+++ SUPPLIED ENTRIES +++

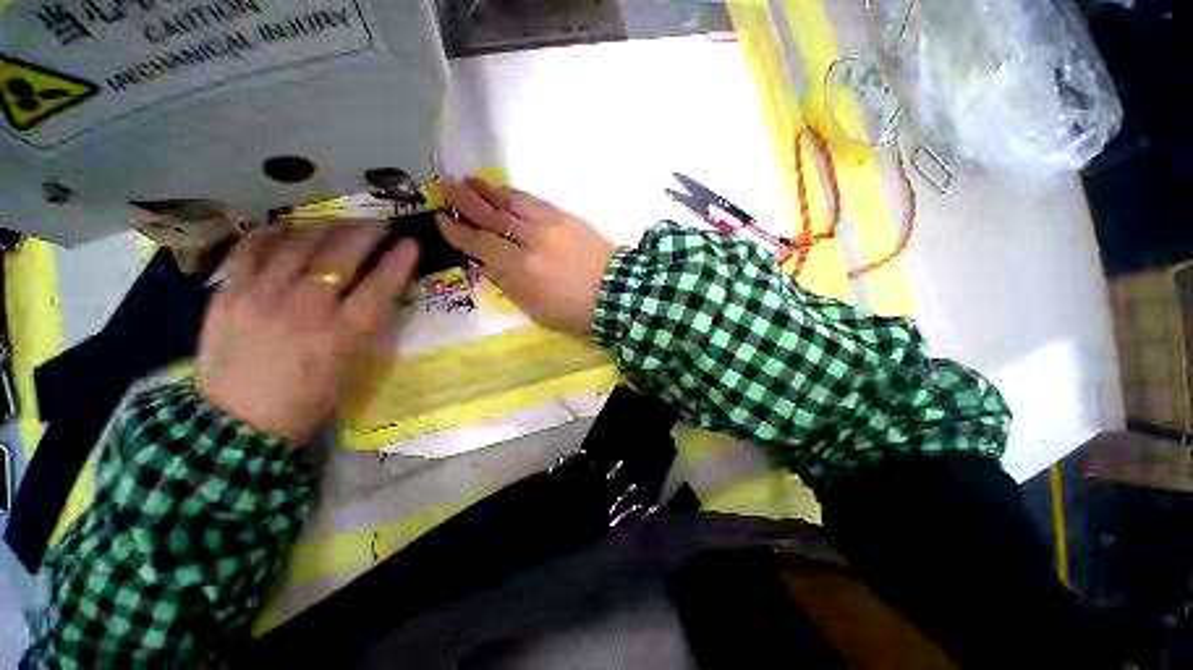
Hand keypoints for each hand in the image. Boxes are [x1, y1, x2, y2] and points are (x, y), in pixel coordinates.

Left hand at [196, 227, 418, 443]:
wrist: (234, 427)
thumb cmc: (290, 413)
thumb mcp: (333, 385)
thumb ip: (347, 340)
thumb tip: (357, 302)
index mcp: (332, 342)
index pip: (374, 294)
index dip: (394, 266)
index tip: (409, 244)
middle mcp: (301, 310)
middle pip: (339, 257)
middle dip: (364, 234)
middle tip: (373, 225)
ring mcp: (262, 295)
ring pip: (297, 244)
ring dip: (319, 230)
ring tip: (326, 227)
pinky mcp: (232, 293)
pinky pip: (250, 250)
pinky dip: (265, 237)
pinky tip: (275, 234)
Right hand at [435, 178, 615, 333]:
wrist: (619, 292)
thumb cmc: (572, 310)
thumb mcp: (532, 307)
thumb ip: (505, 281)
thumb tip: (484, 259)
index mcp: (521, 268)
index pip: (480, 243)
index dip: (457, 230)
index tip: (439, 217)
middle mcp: (532, 239)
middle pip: (492, 215)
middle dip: (465, 200)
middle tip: (444, 185)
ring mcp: (550, 224)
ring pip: (512, 202)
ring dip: (487, 190)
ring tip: (468, 179)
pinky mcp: (566, 216)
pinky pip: (534, 200)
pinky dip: (514, 193)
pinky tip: (502, 190)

+++

* [ABOUT THIS EXERCISE] The string "hand" appears in how many lines above? Answer with the number only.

* [EXERCISE SOLUTION] 3